Some island countries that were seen as informal and low tax havens over the last 40-50 years and others defined as "tax havens" in the middle of Europe are now being scrutinized.
According to reports by international institutions, the amount of the tax revenue that is thought to be stolen by companies via shell corporations or subsidiaries established in those very tax havens varies between $30 billion and $120 billion.
German Finance Minister Olaf Scholz stated that the business models of the companies in question give them a much greater chance of avoiding taxes.
In particular, a serious effort was dedicated to eliminating the tax avoidance maneuvers such as base erosion and profit shifting (BEPS).
BEPS is used by the world's prominent internet platforms in the digitalization field and by the world's leading e-commerce and e-export companies.
Thanks to the prevention of BEPS, worldwide corporate tax is projected to increase by 1.9% to 3.2%. This would grow to 4% if the U.S. provided its full support.
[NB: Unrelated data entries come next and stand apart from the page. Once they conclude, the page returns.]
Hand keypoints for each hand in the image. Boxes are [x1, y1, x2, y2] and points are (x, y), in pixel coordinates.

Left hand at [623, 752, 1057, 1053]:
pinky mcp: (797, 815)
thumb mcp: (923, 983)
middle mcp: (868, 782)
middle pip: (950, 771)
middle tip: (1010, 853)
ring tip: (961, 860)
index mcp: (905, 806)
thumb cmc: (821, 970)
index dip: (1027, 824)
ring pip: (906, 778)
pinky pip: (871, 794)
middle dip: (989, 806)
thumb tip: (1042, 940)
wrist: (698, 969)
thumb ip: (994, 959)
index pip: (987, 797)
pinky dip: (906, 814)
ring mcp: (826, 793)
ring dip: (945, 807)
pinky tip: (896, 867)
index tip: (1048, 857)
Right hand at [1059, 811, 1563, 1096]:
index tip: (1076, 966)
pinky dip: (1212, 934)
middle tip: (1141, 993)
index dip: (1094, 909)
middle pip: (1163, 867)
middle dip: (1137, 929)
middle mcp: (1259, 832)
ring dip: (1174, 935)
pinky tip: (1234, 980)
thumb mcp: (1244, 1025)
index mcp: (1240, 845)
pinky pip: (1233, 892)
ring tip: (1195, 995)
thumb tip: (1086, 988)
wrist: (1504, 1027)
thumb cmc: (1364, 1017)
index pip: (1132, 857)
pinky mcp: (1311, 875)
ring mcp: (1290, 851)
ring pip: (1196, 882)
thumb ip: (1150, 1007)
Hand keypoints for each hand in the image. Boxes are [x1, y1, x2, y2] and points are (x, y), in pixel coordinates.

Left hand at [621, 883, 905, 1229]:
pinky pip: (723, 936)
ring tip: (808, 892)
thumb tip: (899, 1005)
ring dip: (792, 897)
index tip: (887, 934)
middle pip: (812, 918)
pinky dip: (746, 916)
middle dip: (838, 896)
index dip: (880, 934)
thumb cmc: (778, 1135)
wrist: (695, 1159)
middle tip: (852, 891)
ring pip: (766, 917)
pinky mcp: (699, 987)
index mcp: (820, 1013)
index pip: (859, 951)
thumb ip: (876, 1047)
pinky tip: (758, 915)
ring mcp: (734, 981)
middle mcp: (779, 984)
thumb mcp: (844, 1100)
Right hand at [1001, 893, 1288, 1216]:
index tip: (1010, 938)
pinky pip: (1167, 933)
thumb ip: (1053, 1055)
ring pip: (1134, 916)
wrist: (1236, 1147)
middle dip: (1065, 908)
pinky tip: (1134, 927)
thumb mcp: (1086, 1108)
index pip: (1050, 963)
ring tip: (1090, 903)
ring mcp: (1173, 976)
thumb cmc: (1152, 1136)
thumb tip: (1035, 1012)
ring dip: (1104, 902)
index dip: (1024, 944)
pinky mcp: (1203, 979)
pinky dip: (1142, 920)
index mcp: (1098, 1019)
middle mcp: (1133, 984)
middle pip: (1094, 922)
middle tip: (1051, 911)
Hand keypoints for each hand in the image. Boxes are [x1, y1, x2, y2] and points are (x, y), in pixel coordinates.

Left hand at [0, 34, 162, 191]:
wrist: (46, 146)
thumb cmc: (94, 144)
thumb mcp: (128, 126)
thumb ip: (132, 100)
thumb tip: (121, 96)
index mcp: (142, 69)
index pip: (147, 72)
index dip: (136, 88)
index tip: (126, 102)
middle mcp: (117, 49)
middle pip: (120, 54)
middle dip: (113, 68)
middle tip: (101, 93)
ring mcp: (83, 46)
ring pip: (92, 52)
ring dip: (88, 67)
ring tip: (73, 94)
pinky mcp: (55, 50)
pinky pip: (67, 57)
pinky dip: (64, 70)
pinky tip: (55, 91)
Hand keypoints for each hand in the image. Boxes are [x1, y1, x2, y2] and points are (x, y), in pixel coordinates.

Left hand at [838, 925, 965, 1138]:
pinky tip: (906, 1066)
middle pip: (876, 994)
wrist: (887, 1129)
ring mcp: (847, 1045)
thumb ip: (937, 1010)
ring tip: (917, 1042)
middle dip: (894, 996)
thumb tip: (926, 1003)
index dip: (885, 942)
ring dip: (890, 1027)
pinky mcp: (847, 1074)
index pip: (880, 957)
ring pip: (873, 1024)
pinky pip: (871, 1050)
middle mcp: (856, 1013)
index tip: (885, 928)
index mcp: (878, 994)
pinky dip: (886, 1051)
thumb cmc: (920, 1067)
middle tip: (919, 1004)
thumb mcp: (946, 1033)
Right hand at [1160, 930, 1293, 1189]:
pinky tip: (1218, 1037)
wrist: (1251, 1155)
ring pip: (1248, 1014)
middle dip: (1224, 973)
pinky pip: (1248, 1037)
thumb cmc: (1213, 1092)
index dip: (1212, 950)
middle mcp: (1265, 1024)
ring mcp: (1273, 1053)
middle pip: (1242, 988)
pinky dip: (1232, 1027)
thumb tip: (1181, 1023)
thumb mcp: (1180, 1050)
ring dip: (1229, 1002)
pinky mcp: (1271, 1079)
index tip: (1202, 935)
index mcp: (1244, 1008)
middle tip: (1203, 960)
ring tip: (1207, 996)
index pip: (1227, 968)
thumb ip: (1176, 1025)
Therefore, it is an important step that the ministers of the G-7 countries agreed on new global taxation rules in London on June 5.
British Finance Minister Rishi Sunak stated that the new tax system will keep up with the global digital age and that large companies will pay taxes at the right rate and in the right regions.
If this new approach is adopted by the treasury and finance ministers of the G-20 countries, who will meet in Italy on July 9-10, a global consensus could be achieved.
This new global approach to taxation, which was prepared within the framework of the mandate given to the Organisation for Economic Cooperation and Development (OECD) by the G-20 in 2017 and can be regarded as a "reform" in terms of the world economy, consists of two pillars.
The first pillar is that the countries' tax authorities are given the opportunity to tax the commercial activities of said global companies outside the country of their establishment.
This means greater taxation for companies that provide digital services such as Google, Facebook and Apple, as well as global e-commerce platforms and technology-driven global trusts.
Global multinational companies, which are within the scope of the first pillar and are carrying out commercial activities in many countries of the world, will pay tax on 20% of their profit margin. They will do it if they operate with a profit margin of 10% or more in countries other than the country where the company is headquartered.
International institutions expect additional tax revenue between $50 and $80 billion at this point. If the U.S. gives its support, an additional $100 billion in tax revenue is expected.
The more satisfied the European Union is with this development, the more the U.S. is displeased that its companies will pay more taxes.
However, the second pillar of the agreement, which is called "reform" in global taxation, pleases the U.S. because it ends competition between countries that want to attract global companies over tax rates and tax reductions.
At this point, the aim is to close the gap of the ratio between countries that do not take any tax or apply very low corporate tax rates and those that apply 20% (such as the U.S., which wants to increase its corporate tax rate back up to 28%) and those that apply 30% or more. This would be done by having all countries apply a minimum corporate tax rate of 15%.
However, French economists and the French government – among a few others – point out that the 15% tax is still too low. This is because economists consider the decline in the corporate tax rate, which was 50% on average in the world's leading economies in the mid-1980s, to 22% today as low.
In the coming period, this situation may inflame the discussions about the decrease in the weight or share of direct taxes and the increase in the share of indirect taxes in the tax revenues of countries, especially in the last 25 years.
Of course, new dimensions of the issue, such as imposing more taxes on fossil fuels that pollute the world, will come to the fore.
For now, all eyes are on the G-7 leaders' summit and the G-20 ministerial summit.